Başımı çevirip Ferman amcaya baktım. Daha düz bir şekilde oturduğumda "Allah'tan evin en düzgün insanını alıyorsunuz. Emir'i damat diye aldığınızı düşünsenize. Istırap." diye mırıldandım. Ferman amca ve Serra teyze gülmüştü. Anne ve babamda onlara katılığında Emir, Akay ile dalaşmayı bırakmış ve bana bakmıştı. Kaşlarını çattı. "Kızım neyim var benim? Zeynep'in ailesi beni gayet de seviyor." Akay ensesine vururken alayla konuştu. "Kızın yanında süt dökmüş kedi gibi olduğun içindir." 

"Utanmasan miyavlayacaksın kıza." diye de ben ekledim. Emir kaşlarını çatmış ve Uğur'u işaret etmişti. "Bunun çok farkı var sanki benden." diye homurdandı. Uğur hiç istifini bozmadan kolunu sevgilisinin omzuna attı ve Balın'da onun yanağını öptü. Herkes onları hafif bir tebessümle izlerken Akay'ın hiç istifini bozmamış olmasına şaşırmıştım. Emir olsa boğardı. Allah'ım Akay gibi bir abi. İstek değil ihtiyaç. "Ben halimden memnunum." dedi Uğur pişmiş kelle gibi sırıtırken. Emir, Akay'a döndü ve ensesine sertçe vurdu. "Gavatsın sen de." diye homurdandı. 

"Ya da sen çok çomarsın." diye mırıldandım. Bana ters bakışlar attığında şirin olduğundan emin bir şekilde gülümsemiştim. Sert bakışları çok uzun sürmemiş ve yumuşamıştı. "Seni de göreceğiz. Az kaldı Alkım hanım." dedi babam omzuma kolunu sararken. Yüzümü buruşturup istemez bir tavır sergiledim. İstemem yan cebime koy hesabı. "Görmeyeceğiz." diye homurdandı Emir. "Elin dallaması gelecek kardeşime mi miyavlayacak? Birde karşımda öpecek. Ben Akay değilim. Dayanamam öldürürüm çocuğu."

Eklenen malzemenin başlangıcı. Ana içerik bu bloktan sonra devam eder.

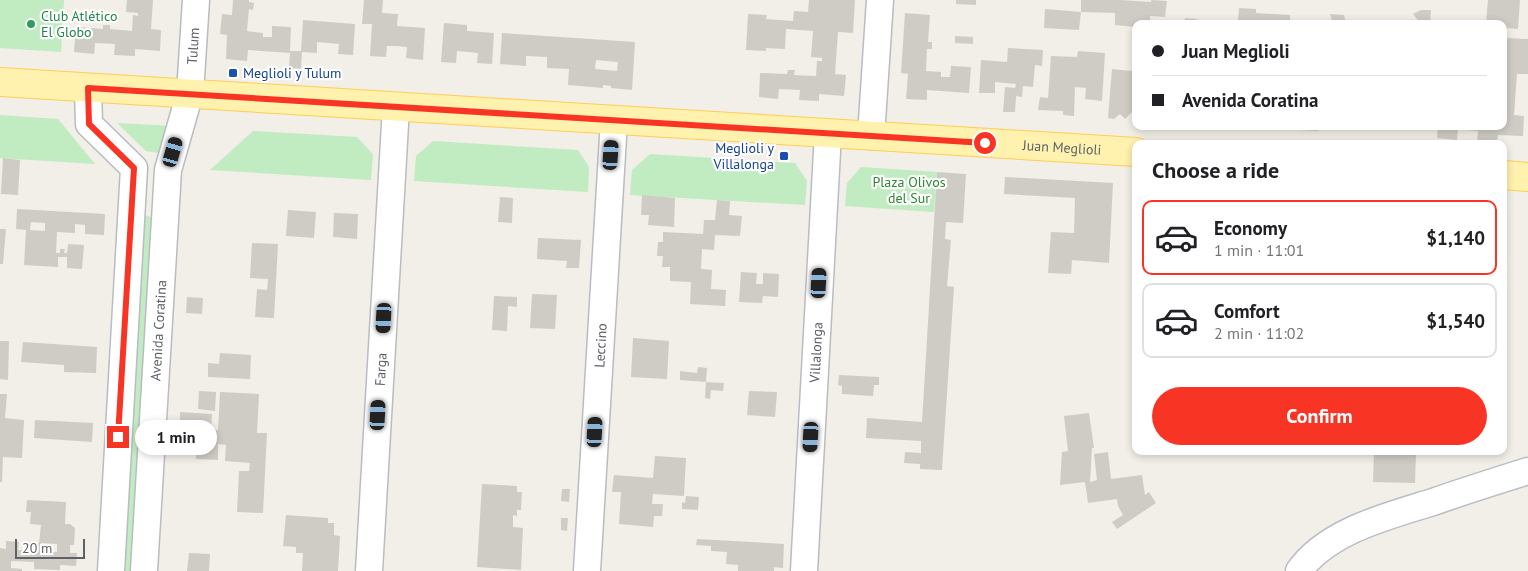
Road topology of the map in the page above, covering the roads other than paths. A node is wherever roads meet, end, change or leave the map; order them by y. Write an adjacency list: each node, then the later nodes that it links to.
1 (196, 0): 5 (street, Tulum)
2 (880, 0): 9 (street)
3 (0, 82): 4 (main road, Juan Meglioli)
4 (88, 88): 5 (main road, Juan Meglioli); 11 (street)
5 (190, 94): 6 (main road, Juan Meglioli); 12 (street, Avenida Coratina)
6 (396, 107): 7 (main road, Juan Meglioli); 18 (street, Farga)
7 (614, 120): 8 (main road, Juan Meglioli); 19 (street, Leccino)
8 (828, 133): 9 (main road, Juan Meglioli); 20 (street, Villalonga)
9 (871, 136): 10 (main road, Juan Meglioli)
10 (1132, 152)
11 (134, 168): 12 (street); 16 (street)
12 (168, 170): 17 (street, Avenida Coratina)
13 (1507, 175): 14 (main road)
14 (1528, 177)
15 (1528, 471): 21 (street)
16 (111, 571)
17 (144, 571)
18 (368, 571)
19 (587, 571)
20 (804, 571)
21 (1299, 571)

"Sana ne lan eşek sıpası." diye homurdandı babam. On beş yaşıma girdiğimden beri sürekli beni isteyen ilk kişiye vereceğinden bahsederek Emir ile kavgaya girişiyordu. Tabii babam işin şakasındaydı ama Emir işkence yöntemlerini anlatırken oldukça ciddiydi. "Ne demek sana ne? Kardeşim o benim." diye homurdandı. "Benimde kızım. Sen yarın öbür gün evlenmeyecek misin? Bu kızın eksiği ne?" 

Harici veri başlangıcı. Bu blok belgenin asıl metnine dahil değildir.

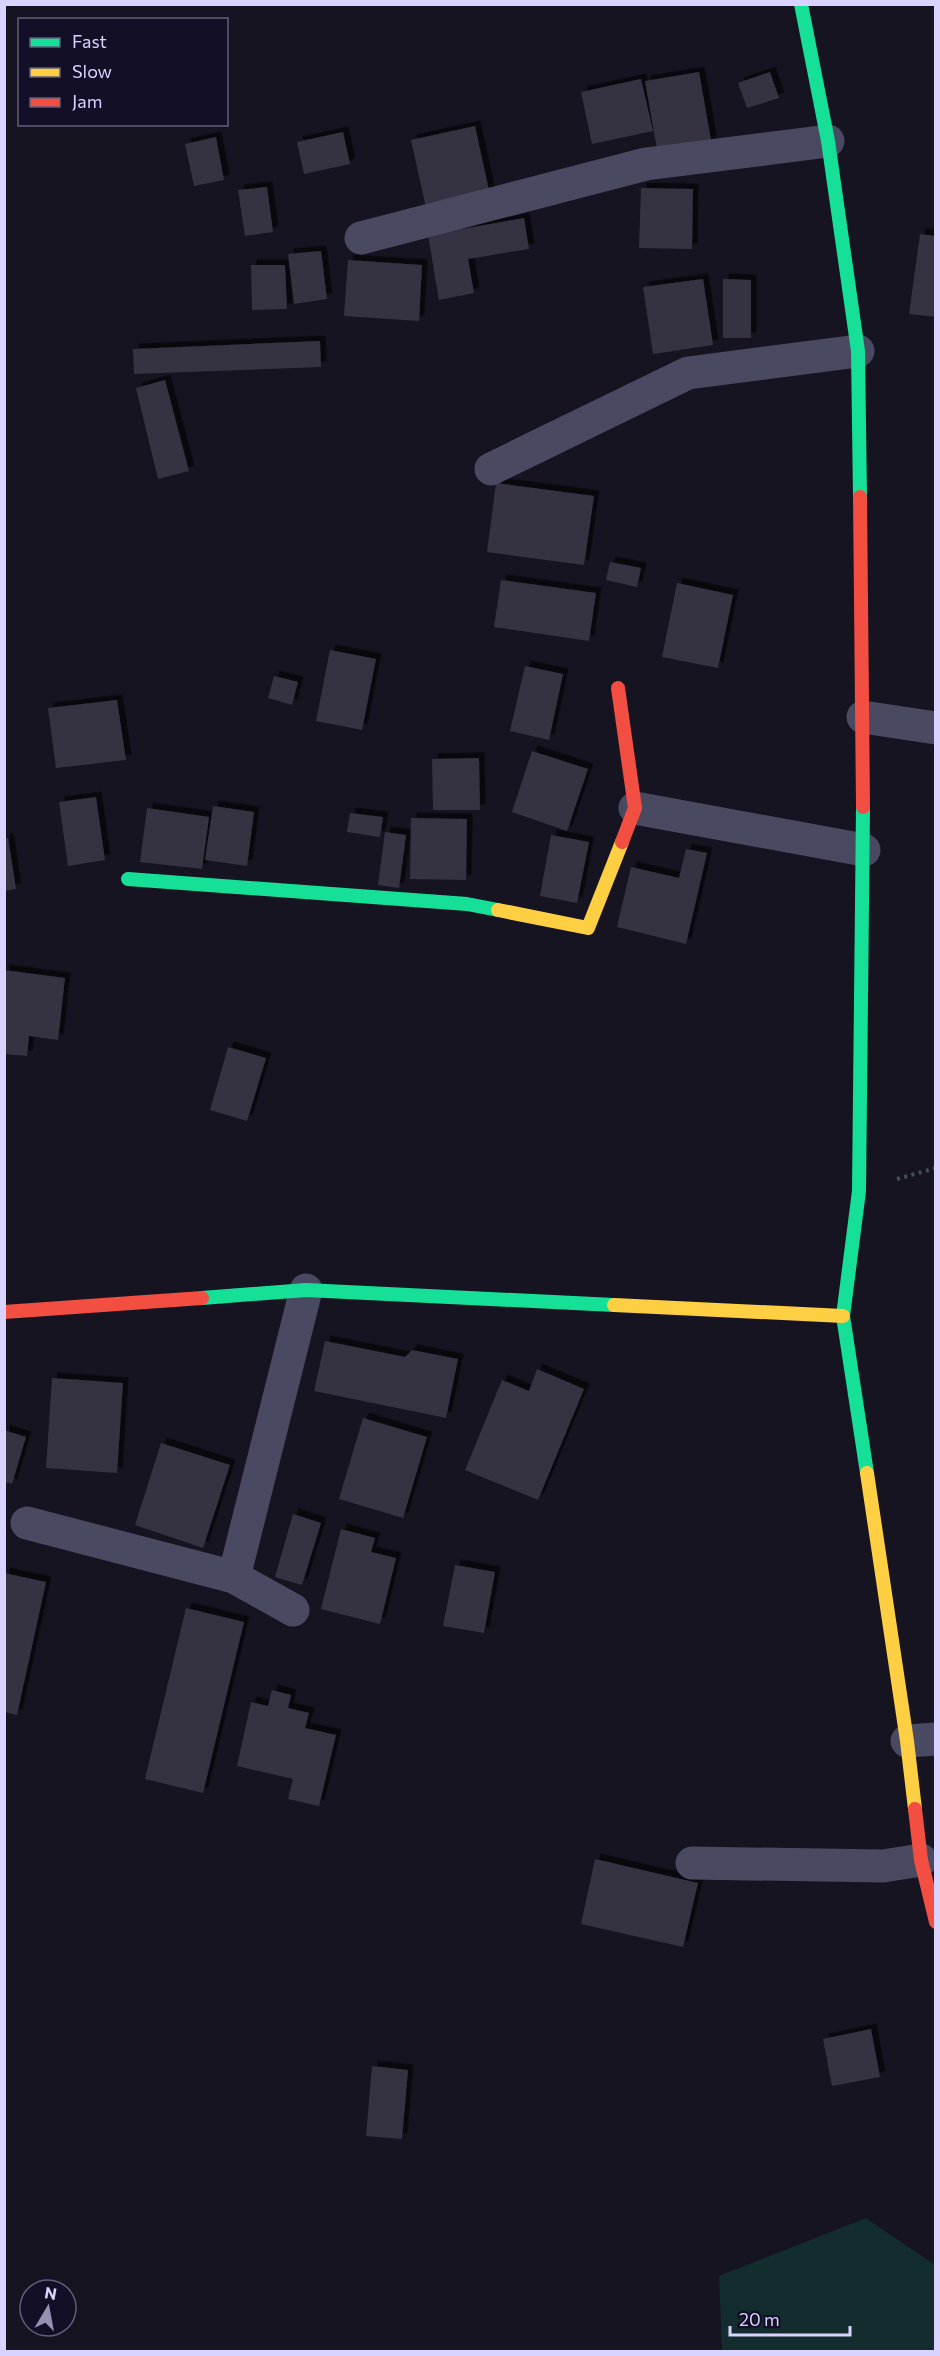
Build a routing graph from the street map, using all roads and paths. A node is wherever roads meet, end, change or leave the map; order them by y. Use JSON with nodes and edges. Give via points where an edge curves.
{"nodes":[{"id":1,"x":801,"y":4,"type":"edge"},
{"id":2,"x":828,"y":141,"type":"junction"},
{"id":3,"x":362,"y":238,"type":"dead end"},
{"id":4,"x":858,"y":351,"type":"junction"},
{"id":5,"x":491,"y":470,"type":"dead end"},
{"id":6,"x":618,"y":688,"type":"dead end"},
{"id":7,"x":863,"y":717,"type":"junction"},
{"id":8,"x":936,"y":728,"type":"edge"},
{"id":9,"x":635,"y":808,"type":"junction"},
{"id":10,"x":864,"y":850,"type":"junction"},
{"id":11,"x":128,"y":879,"type":"dead end"},
{"id":12,"x":306,"y":1290,"type":"junction"},
{"id":13,"x":4,"y":1312,"type":"edge"},
{"id":14,"x":843,"y":1316,"type":"junction"},
{"id":15,"x":27,"y":1523,"type":"dead end"},
{"id":16,"x":234,"y":1577,"type":"junction"},
{"id":17,"x":293,"y":1610,"type":"dead end"},
{"id":18,"x":921,"y":1740,"type":"edge"},
{"id":19,"x":921,"y":1860,"type":"junction"},
{"id":20,"x":692,"y":1863,"type":"dead end"},
{"id":21,"x":936,"y":1922,"type":"edge"}],
"edges":[{"from":1,"to":2,"type":"street"},
{"from":2,"to":3,"type":"street","via":[[646,164]]},
{"from":2,"to":4,"type":"street"},
{"from":4,"to":5,"type":"street","via":[[688,373]]},
{"from":4,"to":7,"type":"street"},
{"from":6,"to":9,"type":"street"},
{"from":7,"to":8,"type":"street"},
{"from":7,"to":10,"type":"street"},
{"from":9,"to":10,"type":"street"},
{"from":9,"to":11,"type":"street","via":[[588,928],[467,904]]},
{"from":10,"to":14,"type":"street","via":[[859,1191]]},
{"from":12,"to":13,"type":"street"},
{"from":12,"to":14,"type":"street"},
{"from":12,"to":16,"type":"street"},
{"from":14,"to":18,"type":"street"},
{"from":15,"to":16,"type":"street"},
{"from":16,"to":17,"type":"street"},
{"from":18,"to":19,"type":"street"},
{"from":19,"to":20,"type":"street","via":[[883,1866]]},
{"from":19,"to":21,"type":"street"}]}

Babamdan biraz uzaklaşıp düşünür gibi yaptım. Bir sevgili, gavat olmayan bir abi ve bir sevgili falan. Bir de sevgili dışında bir eksiğimiz yok babacığım. "Sevgili. Onu dövmeyecek bir abi. Bir de benim sağlam bir kalbim." diyerek dudak büzdüm. Herkes gülerken Emir bu sefer kaşlarını derince çatmış bana bakıyordu. Akay'ın gülüşünün yapmacık olduğunu ise on kilometre öteden anlayabilirdim. "Kırık mı kızım senin kalbin? Hangi orospu çocuğu kırdı?" dedi. Yanındaki yastığı sıktığını görebiliyordum. Ah Emir, birde aldattığını duysan çocuğa Çin işkencesi uygularsın. Senin için Beşiktaşlı olmayan kardeşin onun için Trabzonsporlu falan oldu hatta. Neyse. Geçmiş geçmişte kaldı. "Alkım'ın sıçtığını düşünüyorum. Şahsi görüşüm." dedi Uğur. Emir, çok fazla çalıştırmadığı beynini çalıştırdığında, olayı Uğur'un da bildiğini anlamıştı. "Hayır. Benim gibi birisi olsan dövdün diye içim rahatlayacak. Ama senin bir tek anlını öpmediğin kalmıştır amına koyayım."

"Ne kadar bozuk ağzınız var ya." diye homurdandım. "Annem küçükken ağzınıza az mı acı biber sürdü? Eşek kadar heriflerin ağzına acı biber mi sürelim şimdi?" Emir bana öyle bir bakış atmıştı ki, olduğum yerde küçülüp babamın arkasına girmemek için zor durmuştum. Beni engelleyen tek şey küçülemememdi sanırım. "Geçmiş geçmişte kalmış nasılsa. Boş versenize." diyen Balım'dı. Kimin yengesi ulan!